Walters Startelf war keine Überraschung: Kapitän Schonlau kehrte nach Rotsperre zurück und stand neben Gyamerah, David und Leiboldt in der Abwehrkette. Davor Meffert, Heyer, Kinsombi und in der Spitze Kittel, Glatzel und Wintzheimer, der, nach Nürnberg wenig überraschend, den flauen Jatta ersetzte. Kein Vuskovic, Suhonen, Kaufmann oder Meißner. Im Westen also nichts Neues.

Wie sagte Walter nochmal in der PK vor dem Spiel?

„Grundsätzlich hat ja Aue vielleicht nicht ganz die fußballerischen Möglichkeiten, um dann das ganze Spiel so zu gestalten, dass sie mit uns mitspielen.“

Aha, dachte sich Aue, das wollen wir doch mal sehen.
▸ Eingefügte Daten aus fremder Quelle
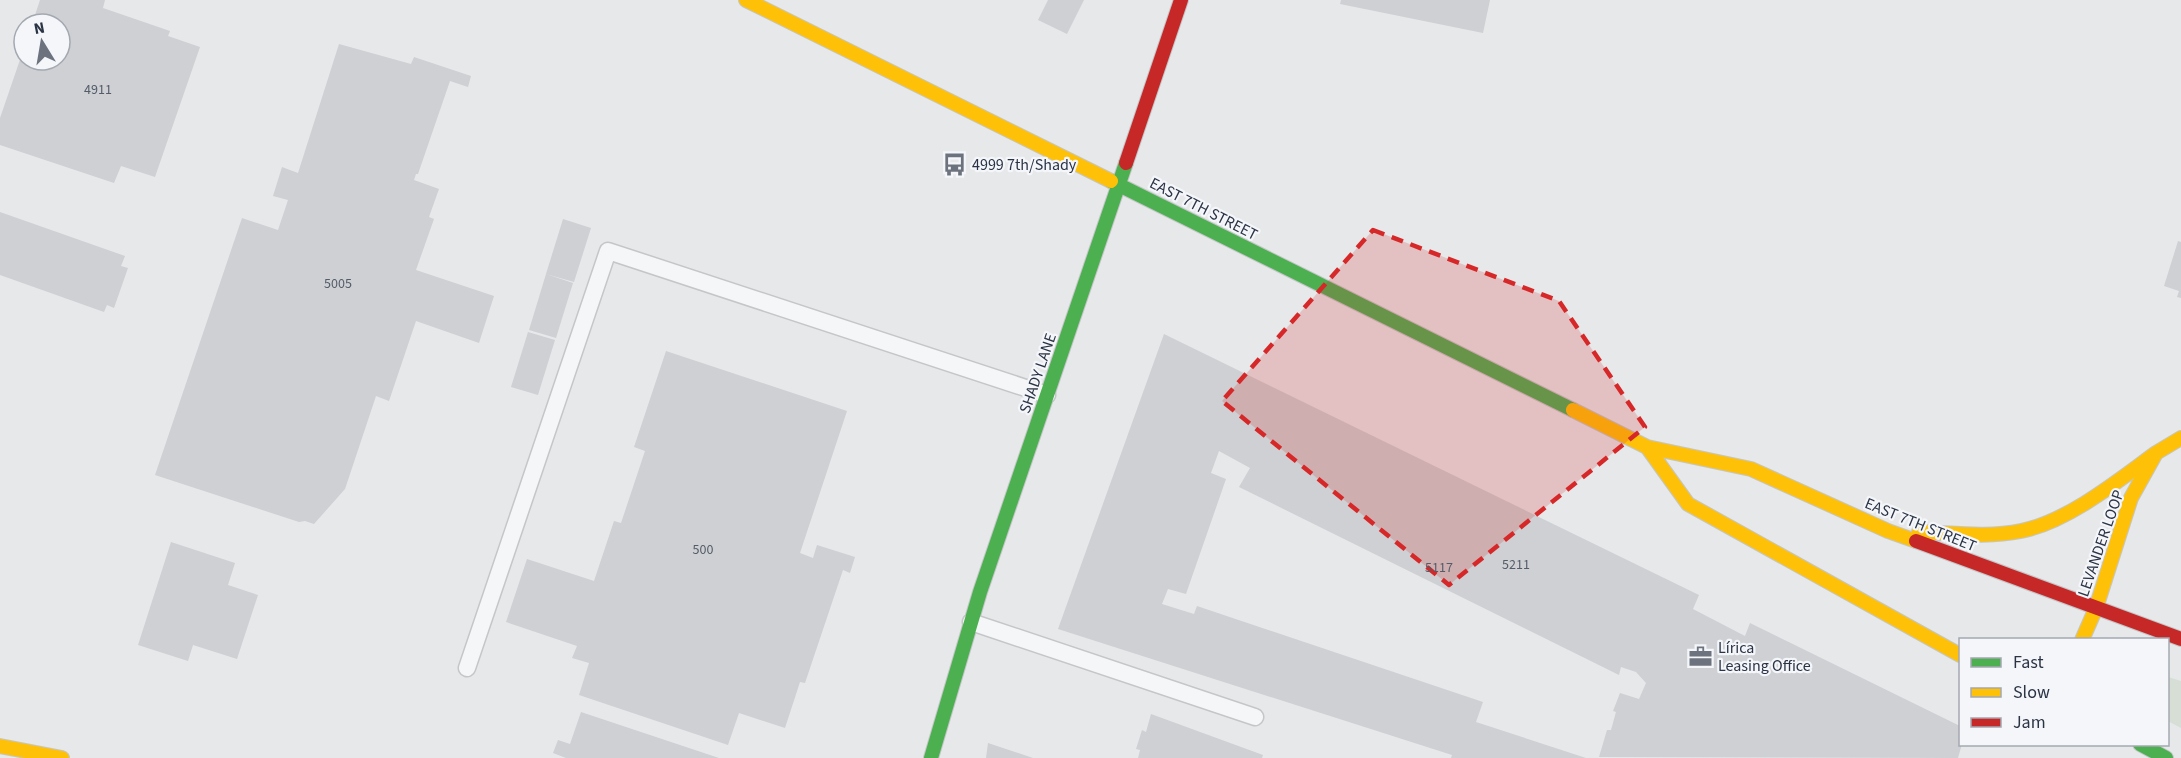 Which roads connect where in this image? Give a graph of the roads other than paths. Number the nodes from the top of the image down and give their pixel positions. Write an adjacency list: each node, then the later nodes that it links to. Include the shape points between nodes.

Gleich nach dem Anpfiff gab es eine Phase, in der Aue den HSV stark bedrängte. Es wirkte fast so, als wollte man es den Nürnbergern nachmachen und mit einem schnellen Tor Hamburg in Rückenlage bringen. Das verstärkte sich noch, als David ein Schuss des Gegners am Bein abprallte und nur knapp am eigenen Tor vorbeikullerte. HF wäre ohne Chance gewesen. Im weiteren Spielverlauf konnte man bei Hamburg dann beobachten, wie kurze Ecken nichts einbringen (wann, zur Hölle, lernen sie es und lassen den Scheiß endlich wieder sein), viel hintenrum gepasst wird (Super Ballbesitz- und Passquote!) und Wintzi große Probleme mit Ballannahme und Chancenverarbeitung hat. Soweit also alles beim Alten.

 

Dann, in Minute 21, passiert es: Aues erster gute Angriff über links sitzt und David macht das Kack-Tor des Monats, indem er mit einer Kopfabwehr den eigentlich schon auslaufenden Jonjic anköpft und der Ball von diesem ins Tor abprallt. Aue führt 1:0.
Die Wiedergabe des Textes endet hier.